What we also need is for politicians to cease their nonproductive blaming of the pharmaceutical and device industry for all the world’s problems and instead adopt the same model that HHS and the White House has adopted for the Health IT industry, one which embraces and encourages innovation. In the same way industry needs to roll up their sleeves and help educate our customers (health care providers and patients) on how this reform will benefit them, to make health care reform more understandable and less formidable.

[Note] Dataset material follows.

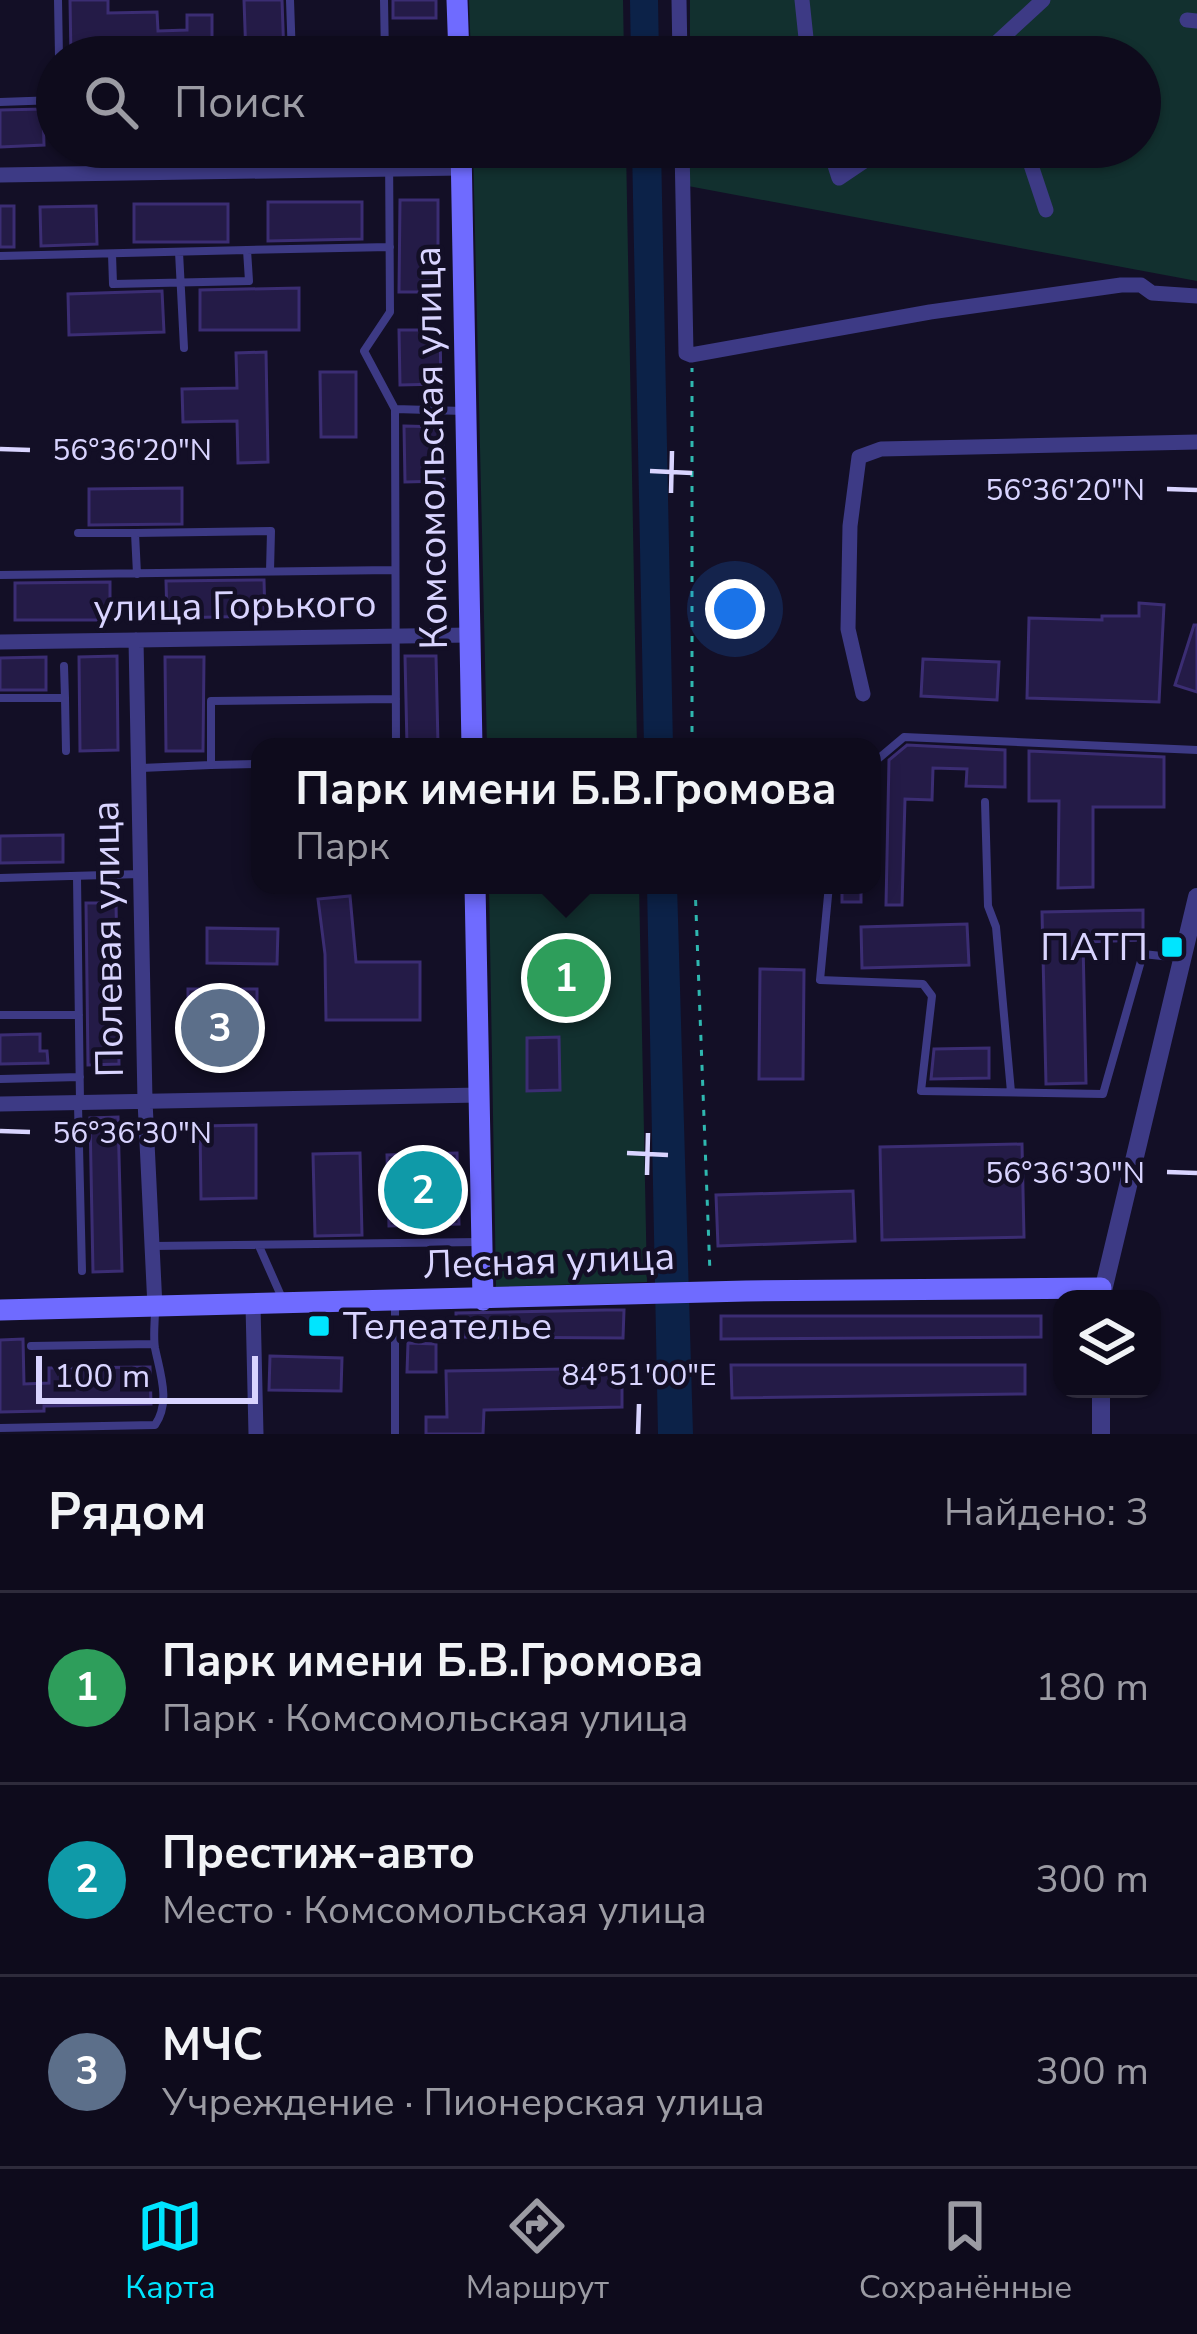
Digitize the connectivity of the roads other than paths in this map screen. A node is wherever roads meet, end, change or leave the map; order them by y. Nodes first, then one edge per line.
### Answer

In the end, because health care reform will bring a huge transformation to all of health care and our industry, we must work together to make it successful so that everyone will benefit, especially our patients.

1 Comment
  1. David M. Allen M.D. says

    You say, “Often, such lunches are the only time physicians have to speak with members of industry to learn about new advances, medicines, and treatments, and without such opportunities, patients will be left with old and outdated methods to cope with changing and more complex diseases.”
    While I agree that such meeting can lead to the distribution of good information about new drugs, the pharmaceutical industry has unfortunately misused these promotional activities to distribute ghost-written articles with very marginal scientific validity and exaggerated efficacy claims, to denigrate generic alternatives to brand-named drugs, and for disease mongering. For example, the DOJ judgment against Eli Lilly for Zyprexa marketing clearly showed a well thought out campaign to expand the definition of bipolar disorder.
    Outlawing the pen and the pizza will do little to alter these abuses of the public trust, which is why the industry has not really fought the new regulations. We need regulations to keep people honest, but these disclosure rules will not accomplish that task.